* [What you need to do]:
Tally the lines of the material that carry the word "fabs". Give no more than the number.
------------------------------------------------------------------------
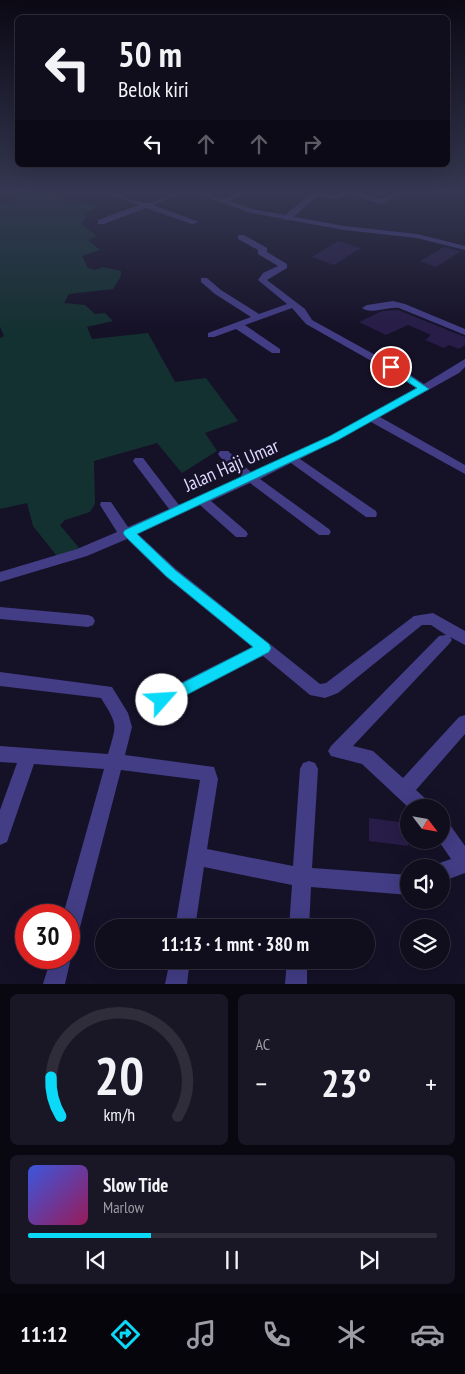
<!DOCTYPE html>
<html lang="id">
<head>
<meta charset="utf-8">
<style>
  :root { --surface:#100d1d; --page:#191626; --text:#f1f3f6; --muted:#9c9ca4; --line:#302d3b; --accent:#0ad9f7 }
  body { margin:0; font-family:"PT Sans Narrow",sans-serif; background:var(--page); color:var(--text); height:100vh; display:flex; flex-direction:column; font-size:19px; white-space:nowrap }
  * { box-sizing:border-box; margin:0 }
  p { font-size:16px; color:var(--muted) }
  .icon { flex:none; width:28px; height:28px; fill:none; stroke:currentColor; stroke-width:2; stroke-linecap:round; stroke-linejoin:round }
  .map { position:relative; height:984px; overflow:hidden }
  .side { display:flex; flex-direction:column; gap:10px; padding:10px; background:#090710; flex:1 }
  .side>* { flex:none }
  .banner { position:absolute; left:15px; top:15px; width:435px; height:152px; border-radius:8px; box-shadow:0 5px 20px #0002,0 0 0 1px var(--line); background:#100d1d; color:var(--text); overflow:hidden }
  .needle { width:32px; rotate:121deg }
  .fabs { position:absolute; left:400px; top:799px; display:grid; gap:10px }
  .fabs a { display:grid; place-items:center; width:50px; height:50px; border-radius:50%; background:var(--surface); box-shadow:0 5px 20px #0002,0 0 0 1px var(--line); font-size:25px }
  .speed { position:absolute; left:15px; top:904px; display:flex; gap:10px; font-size:25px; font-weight:700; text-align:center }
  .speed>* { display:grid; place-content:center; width:65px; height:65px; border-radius:50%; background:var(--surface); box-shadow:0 5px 20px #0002,0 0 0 1px var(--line); line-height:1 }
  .speed .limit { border:8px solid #d22; background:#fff; color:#111 }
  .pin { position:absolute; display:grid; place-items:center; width:42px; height:42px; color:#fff; margin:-21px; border:2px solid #fff; border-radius:50%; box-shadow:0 1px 5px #0007 }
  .me { position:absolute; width:55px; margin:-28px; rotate:64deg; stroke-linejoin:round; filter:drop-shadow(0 0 4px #0008) }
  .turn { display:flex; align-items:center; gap:18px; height:105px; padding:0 20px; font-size:22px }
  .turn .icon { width:65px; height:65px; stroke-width:2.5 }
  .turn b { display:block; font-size:35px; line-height:42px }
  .lanes { display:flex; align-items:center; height:48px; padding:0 20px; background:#0003; justify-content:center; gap:25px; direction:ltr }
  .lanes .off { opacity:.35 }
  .big { font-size:38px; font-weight:600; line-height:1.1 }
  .side .tile { flex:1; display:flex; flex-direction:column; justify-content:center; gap:8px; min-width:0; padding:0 18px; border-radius:8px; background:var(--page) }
  .side .dial { align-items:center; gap:0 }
  .dial svg { height:130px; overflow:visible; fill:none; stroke:var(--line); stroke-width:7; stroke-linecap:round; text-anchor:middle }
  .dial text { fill:var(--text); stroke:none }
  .song { display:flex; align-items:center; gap:15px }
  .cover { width:60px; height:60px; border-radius:8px; background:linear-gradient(135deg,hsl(230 70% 55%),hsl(330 70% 35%)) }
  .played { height:5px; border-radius:2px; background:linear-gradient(90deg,var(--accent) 30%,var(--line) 30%) }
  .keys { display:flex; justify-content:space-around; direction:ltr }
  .heat { display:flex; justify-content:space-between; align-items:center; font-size:28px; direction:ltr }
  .side .tiles { flex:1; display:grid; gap:10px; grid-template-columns:1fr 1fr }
  .tile:last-child { grid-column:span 2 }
  .trip { position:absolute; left:95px; top:919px; width:280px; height:50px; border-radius:25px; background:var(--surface); box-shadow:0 5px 20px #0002,0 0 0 1px var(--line); font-weight:600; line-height:50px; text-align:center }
  .menu { display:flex; height:80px; justify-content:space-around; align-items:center; background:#06050c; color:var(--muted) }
  .menu .icon { width:35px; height:35px }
  .menu .active { color:var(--accent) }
  .menu b { font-size:22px; color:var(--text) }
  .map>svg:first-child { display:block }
</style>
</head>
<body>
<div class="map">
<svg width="465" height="984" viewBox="0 0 465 984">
  <rect width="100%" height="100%" fill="#151127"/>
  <path fill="#143131" d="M25 192 99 206 84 214 87 217 81 224 97 236 88 240 100 250 82 256 88 268 95 270 103 267 121 271V276L113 289 69 294 64 303 85 305 95 314 105 313 113 321 87 327 92 339 148 333 175 382 206 378 238 421 205 433 217 451 182 473 157 443 94 461 95 504 90 512 65 520 60 525 79 548 57 556 33 526 27 503 0 509V338L4 336 0 327V203L4 204Z"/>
  <path fill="#271d48" d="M338 241 361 248 334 265 312 257Z
    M444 247 461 251 436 267 420 261Z
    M398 310 465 337V345L459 349 449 345 444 348 425 340 431 335 408 325 386 335 359 322 382 311Z
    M369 818 407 823 408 846 369 841Z"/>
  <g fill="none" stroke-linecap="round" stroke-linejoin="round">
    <path fill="#423d85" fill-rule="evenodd" d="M103 192C119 192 130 201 145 203 156 204 173 192 186 192L153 205 199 222 192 224 146 208 104 224H98V220L139 205Z
      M240 192H250L225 203 218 201Z
      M313 192 335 196 343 192H355L381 199 396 192H405L382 204 349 194 336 200 317 196 290 220H284V216Z
      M238 235H244L267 248V252L287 264V268L267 280 305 309 312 320 406 372 424 384 465 359V367L459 373 380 417 465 465V474L371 422 300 459 376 511 377 514 376 517H366L291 463 260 479 329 529 331 532 329 535H319L250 483 211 501 246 531 248 534 246 537H236L200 505 138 534 176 569 320 684 326 683 414 616 433 613 465 631V645L450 637 452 640 449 644 353 746 373 751 403 778 459 717 465 715V734L416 790 429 802 432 808H409L362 764 331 756 328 751 331 746 439 636 446 635 431 625H422L338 693 325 698 310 695 263 656 162 707 156 705 154 700 156 695 252 647 166 577 127 539 87 556 0 582V572L77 549 117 532 100 505 101 502H111L128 527 169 509 135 464 133 461 135 458H143L179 505 243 477 220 457 218 454 220 451H228L252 473 330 436 416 388 398 376 306 324 292 308 245 325 280 349V353H272L236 329 214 337H208V333L251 317 215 294 201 282V278H207L221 290 259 314 287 304 258 280 263 273 278 266 258 254V250L238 239Z
      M393 301 405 304 465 329V335L399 308C388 306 371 315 362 308L367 305Z
      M0 607 88 615 93 617 95 621 93 625 88 627 0 619Z
      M0 672 112 687 128 713 132 727 125 755 214 767 218 779 207 849 293 866 300 769 303 763 309 761 315 763 318 769 312 868 409 875V895L311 887 309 928H289L292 885 204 867 195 928H175L200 780 121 770 79 931 76 938 69 941V915H63L104 769 34 764 9 836 7 842 0 845V810L17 763 0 762V746L108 754C117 723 118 726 101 698L0 686Z
      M441 819 448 822 465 846V873L441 882V868H433L434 865 451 859 438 840H441Z
      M69 952 71 958 65 984H43L51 958H69Z
      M170 960H190L187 984H165Z
      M287 960H307V984H285Z"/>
    <path fill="#423d85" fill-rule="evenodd" d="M192 192H202L253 209 344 226 417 234 465 246V250L417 238 344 230 251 213Z"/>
  </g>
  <linearGradient id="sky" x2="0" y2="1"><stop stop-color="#0c0915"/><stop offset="0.58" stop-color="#353852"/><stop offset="1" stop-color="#353852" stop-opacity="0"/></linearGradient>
  <rect width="465" height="330" fill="url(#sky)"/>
  <path fill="#0ad9f7" stroke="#068da1" d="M388 365H394L429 389 338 440 137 534 175 570 269 644 271 648 269 652 167 705 162 706 157 705 155 700 157 696 253 647 166 576 125 536 123 533 125 530 330 436 417 388 388 369Z"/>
  <g text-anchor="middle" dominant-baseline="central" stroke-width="5" stroke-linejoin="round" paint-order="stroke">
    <g font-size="19" fill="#ded8fe" stroke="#151127">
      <text transform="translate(231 465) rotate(-24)">Jalan Haji Umar</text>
    </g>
  </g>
</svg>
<div class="fabs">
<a><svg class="needle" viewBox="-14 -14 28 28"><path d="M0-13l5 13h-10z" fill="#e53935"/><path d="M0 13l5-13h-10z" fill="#9c9ca4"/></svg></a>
<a><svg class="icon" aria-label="sound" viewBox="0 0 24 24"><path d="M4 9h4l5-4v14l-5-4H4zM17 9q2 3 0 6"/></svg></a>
<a><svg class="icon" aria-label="layers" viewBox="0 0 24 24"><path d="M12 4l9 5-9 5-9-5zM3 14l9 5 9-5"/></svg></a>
</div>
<div class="speed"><div class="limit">30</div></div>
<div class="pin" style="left:391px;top:367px;background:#d93025"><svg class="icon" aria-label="arrive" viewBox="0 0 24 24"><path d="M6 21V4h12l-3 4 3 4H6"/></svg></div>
<svg class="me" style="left:162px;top:700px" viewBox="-20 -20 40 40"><circle r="19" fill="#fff"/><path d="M0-13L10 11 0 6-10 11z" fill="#0ad9f7"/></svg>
<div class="trip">11:13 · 1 mnt · 380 m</div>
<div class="banner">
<div class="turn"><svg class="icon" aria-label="left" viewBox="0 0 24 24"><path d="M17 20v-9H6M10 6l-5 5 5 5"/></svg><div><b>50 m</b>Belok kiri</div></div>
<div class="lanes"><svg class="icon" aria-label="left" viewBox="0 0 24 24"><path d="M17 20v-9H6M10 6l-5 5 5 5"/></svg><svg class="icon off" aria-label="ahead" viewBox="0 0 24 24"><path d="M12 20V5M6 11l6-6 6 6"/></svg><svg class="icon off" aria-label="ahead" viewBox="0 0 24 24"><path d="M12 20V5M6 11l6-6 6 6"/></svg><svg class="icon off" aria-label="right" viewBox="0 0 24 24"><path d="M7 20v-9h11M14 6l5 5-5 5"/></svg></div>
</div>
</div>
<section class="side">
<div class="tiles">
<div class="tile dial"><svg viewBox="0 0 100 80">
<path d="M14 69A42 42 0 1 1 86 69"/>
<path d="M14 69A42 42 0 0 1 8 45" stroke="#0ad9f7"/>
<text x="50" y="56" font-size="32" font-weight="700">20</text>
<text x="50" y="72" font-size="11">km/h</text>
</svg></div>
<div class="tile"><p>AC</p>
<div class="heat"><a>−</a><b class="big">23°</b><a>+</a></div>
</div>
<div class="tile">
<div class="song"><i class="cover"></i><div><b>Slow Tide</b><p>Marlow</p></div></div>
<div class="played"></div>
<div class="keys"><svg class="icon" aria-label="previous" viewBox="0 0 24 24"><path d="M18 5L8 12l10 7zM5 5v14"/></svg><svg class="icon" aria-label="pause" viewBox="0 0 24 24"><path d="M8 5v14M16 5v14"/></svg><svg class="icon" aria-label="next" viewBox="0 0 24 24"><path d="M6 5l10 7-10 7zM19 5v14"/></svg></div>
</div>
</div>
</section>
<nav class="menu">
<b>11:12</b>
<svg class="icon active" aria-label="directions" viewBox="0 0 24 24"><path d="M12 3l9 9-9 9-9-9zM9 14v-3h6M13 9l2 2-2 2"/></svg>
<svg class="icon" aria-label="music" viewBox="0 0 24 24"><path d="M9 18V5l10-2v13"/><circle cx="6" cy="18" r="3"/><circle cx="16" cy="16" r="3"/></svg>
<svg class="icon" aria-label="phone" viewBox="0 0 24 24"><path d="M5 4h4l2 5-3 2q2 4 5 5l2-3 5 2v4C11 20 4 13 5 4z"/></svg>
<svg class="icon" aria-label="climate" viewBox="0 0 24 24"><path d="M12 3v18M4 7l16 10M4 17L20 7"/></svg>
<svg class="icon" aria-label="car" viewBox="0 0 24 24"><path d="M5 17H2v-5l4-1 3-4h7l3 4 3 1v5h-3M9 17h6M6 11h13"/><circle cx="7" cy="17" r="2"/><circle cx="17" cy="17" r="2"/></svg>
</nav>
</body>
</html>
------------------------------------------------------------------------
* [Solved problem]:
3